En su discurso de toma de mando como Comandante General del Ejército, el pasado 16 de enero en las instalaciones de la Primera Brigada de Infantería «Mariscal Zabala» -lugar que fue utilizado como prisión de políticos y empresarios por casos de corrupción y en donde él estuvo diez meses privado de su libertad- Giammattei dijo que «Hoy mi compromiso con el Ejército es reforzarlo» y aludió a su plan de aumento del pie de fuerza, provisión de equipo y asesoría técnica por parte de las fuerzas militares de Colombia, país con una institución militar de más de 350,000 efectivos y una larga historia de conflictos y violencia política no resuelta. Las coincidencias con ese país van más allá de la función de sus ejércitos.
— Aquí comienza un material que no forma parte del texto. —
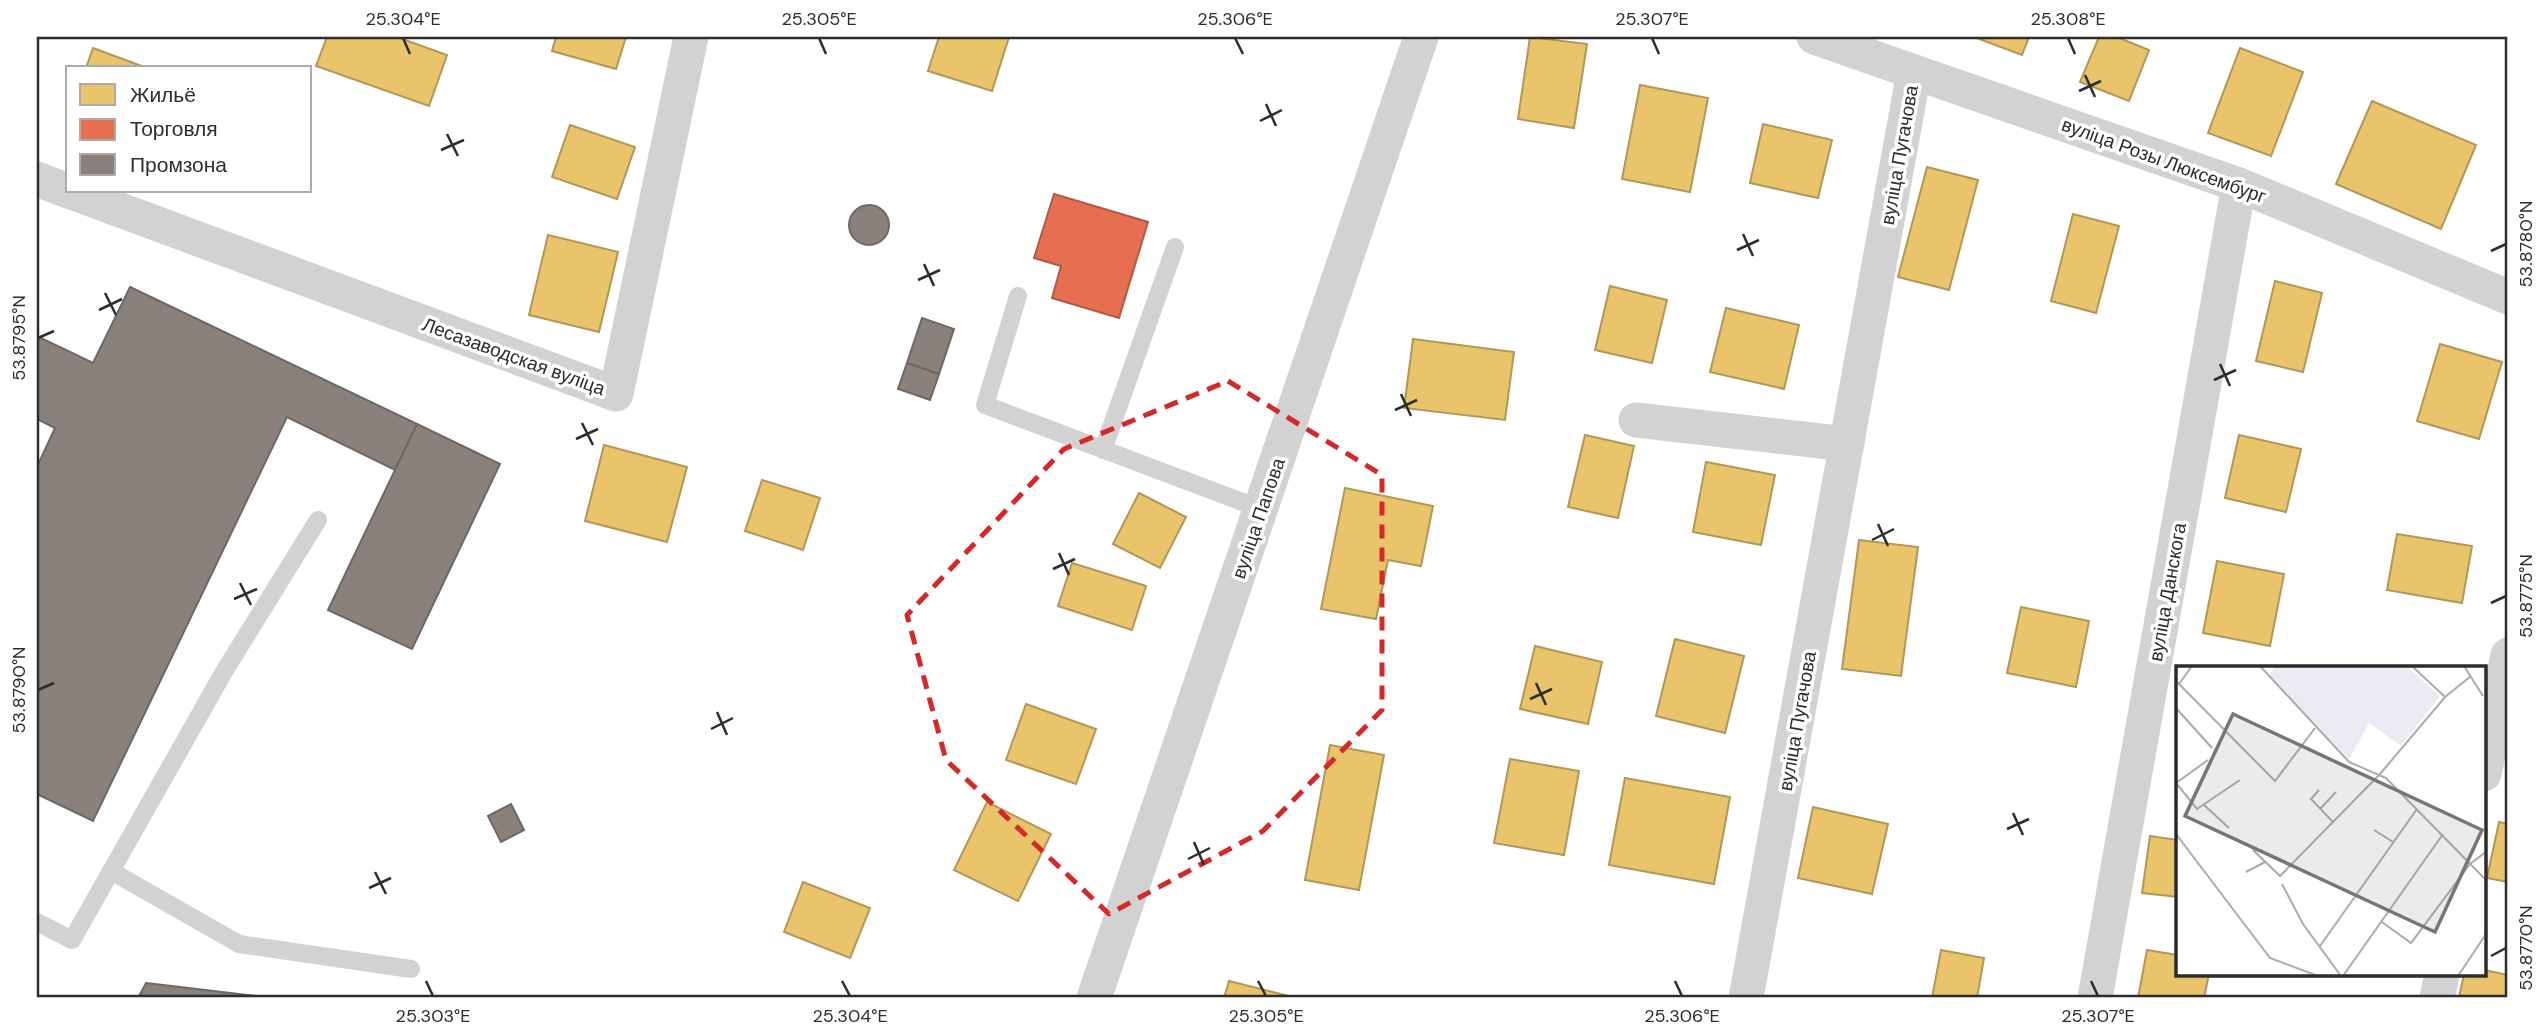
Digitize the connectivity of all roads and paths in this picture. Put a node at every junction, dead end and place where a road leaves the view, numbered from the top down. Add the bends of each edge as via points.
1 (691, 37) edge
2 (1421, 37) edge
3 (1814, 37) edge
4 (1914, 72) junction
5 (37, 179) edge
6 (2239, 185) junction
7 (66, 190) edge
8 (72, 192) edge
9 (1175, 247) dead end
10 (1018, 296) dead end
11 (2508, 297) edge
12 (1636, 420) dead end
13 (1847, 444) junction
14 (1103, 450) junction
15 (1261, 509) junction
16 (318, 520) dead end
17 (2508, 655) edge
18 (2486, 764) edge
19 (111, 871) junction
20 (37, 922) edge
21 (411, 969) dead end
22 (2442, 976) edge
23 (1094, 998) edge
24 (1746, 998) edge
25 (2095, 998) edge
26 (2437, 998) edge

1 - 8 street, Лесазаводская вуліца via 616,394
2 - 15 street, вуліца Папова
3 - 4 street, вуліца Розы Люксембург
4 - 6 street, вуліца Розы Люксембург
4 - 13 street, вуліца Пугачова
5 - 7 street, Лесазаводская вуліца
6 - 11 street, вуліца Розы Люксембург
6 - 25 street, вуліца Данскога
9 - 14 lane
10 - 14 lane via 985,405
12 - 13 street
13 - 24 street, вуліца Пугачова
14 - 15 lane
15 - 23 street, вуліца Папова
16 - 19 lane via 225,670
17 - 18 street
19 - 20 lane via 72,940
19 - 21 lane via 239,944
22 - 26 street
Al siguiente día, Giammattei anunció que dos municipios del departamento de Guatemala entraban en estado de emergencia y desplegó un fuerte contingente de militares y policías para combatir a las pandillas y el crimen organizado. San Juan Sacatepequez, uno de los municipios que junto con Mixco entraron en estado de emergencia, es ampliamente conocido por los conflictos derivados de la explotación de recursos naturales por parte de industrias extractivas, acciones de grupos de vigilantismo vinculados a militares y relacionados con esas industrias, altos niveles de pobreza e inseguridad. Y también pandillas. El mismo día anunció el rompimiento de las relaciones diplomáticas con Venezuela y el cierre de su embajada, algo que ya se había iniciado con Jimmy Morales.
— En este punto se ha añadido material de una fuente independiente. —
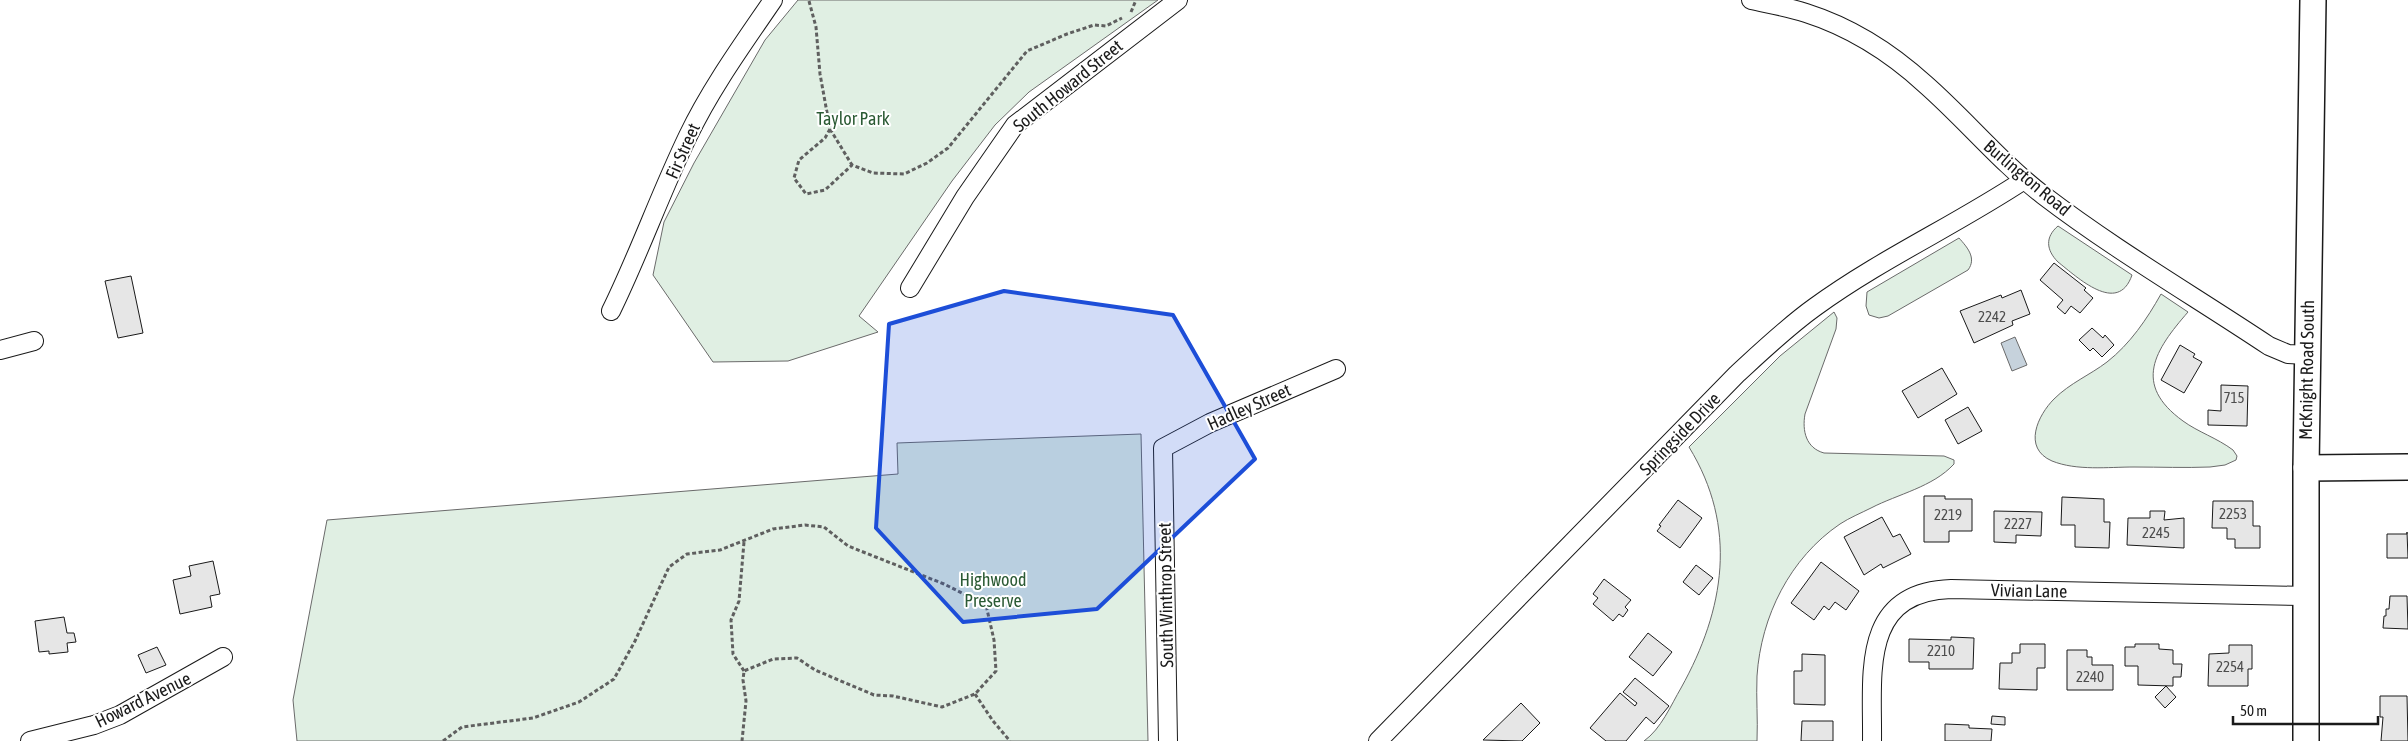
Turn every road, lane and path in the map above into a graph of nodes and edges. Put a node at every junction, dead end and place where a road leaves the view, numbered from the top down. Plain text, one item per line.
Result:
1 (773, 0) edge
2 (1136, 0) edge
3 (1178, 0) edge
4 (1751, 0) edge
5 (2314, 0) edge
6 (809, 1) edge
7 (830, 128) junction
8 (852, 165) junction
9 (2024, 180) junction
10 (910, 288) dead end
11 (611, 311) dead end
12 (34, 341) dead end
13 (0, 350) edge
14 (2307, 355) junction
15 (1336, 369) dead end
16 (1163, 448) joint
17 (2408, 467) edge
18 (2306, 468) junction
19 (744, 542) junction
20 (2305, 596) junction
21 (223, 658) dead end
22 (744, 671) junction
23 (975, 694) junction
24 (30, 741) edge
25 (443, 741) edge
26 (742, 741) edge
27 (1010, 741) edge
28 (1168, 741) edge
29 (1378, 741) edge
30 (1872, 741) edge
31 (2306, 741) edge

1 - 11 street, Fir Street
2 - 8 path
3 - 10 street, South Howard Street
4 - 9 street, Burlington Road
5 - 14 street, McKnight Road South
6 - 7 path
7 - 8 path
7 - 8 path
9 - 14 street, Burlington Road
9 - 29 street, Springside Drive
12 - 13 street
14 - 18 street, McKnight Road South
15 - 16 street, Hadley Street
16 - 28 street, South Winthrop Street
17 - 18 street
18 - 20 street, McKnight Road South
19 - 22 path
19 - 23 path
19 - 25 path
20 - 30 street, Vivian Lane
20 - 31 street, McKnight Road South
21 - 24 street, Howard Avenue
22 - 23 path
22 - 26 path
23 - 27 path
Guatemala vivió un momento en el que se despertaron expectativas, cuando las investigaciones sobre corrupción lograron tocar los tres poderes reales del Estado: empresarios, militares y evangélicos y, por supuesto, a sus operadores, los políticos presidentes, ministros, directores y otros funcionarios.
Hacer predicciones sobre el nuevo presidente es un despropósito cuando toda la maquinaria patrimonial está en marcha, aceitada por el autoritarismo y el revestimiento de una democracia formal, incapaz de mejorarse con más democracia. Giammattei llega a la presidencia cuando la reparación de las fugas en las tuberías de ese sistema ya había iniciado y da los mensajes propios de un fontanero acreditado para permitir que los principales interesados hagan su trabajo. Honduras hace lo mismo al negar la continuidad de la Misión de Apoyo Contra la Corrupción y la Impunidad en Honduras, MACCIH, que aunque con menos capacidades que la CICIG, logró demostrar que la impunidad es posible combatirla. En Colombia, los acuerdos de paz no han logrado generar cambios que indiquen una dirección diferente a la ya conocida. Iván Duque, presidente de Colombia y Juan Orlando Hernández fueron gratamente saludados por el entrante presidente Giammattei en su discurso inaugural.
Hay países insignia en la sofisticación del modelo patrimonial del sistema político en Latinoamérica. Un país aprende del otro y de eso se pueden extraer señales claras del presente que vivimos: los avances democráticos tuvieron su límite al tocar el fondo de las instituciones políticas que sostienen el modelo de acumulación de muchos países de la región y la complementariedad de intereses de los poderes más tradicionales. Militares, empresarios, iglesias y políticos, recuerdan la fortaleza de su vínculo histórico, ese que formó estos estados y que resiste su transformación.
¿Trae Giammattei algo diferente al país? Tenemos cuatro años para saberlo.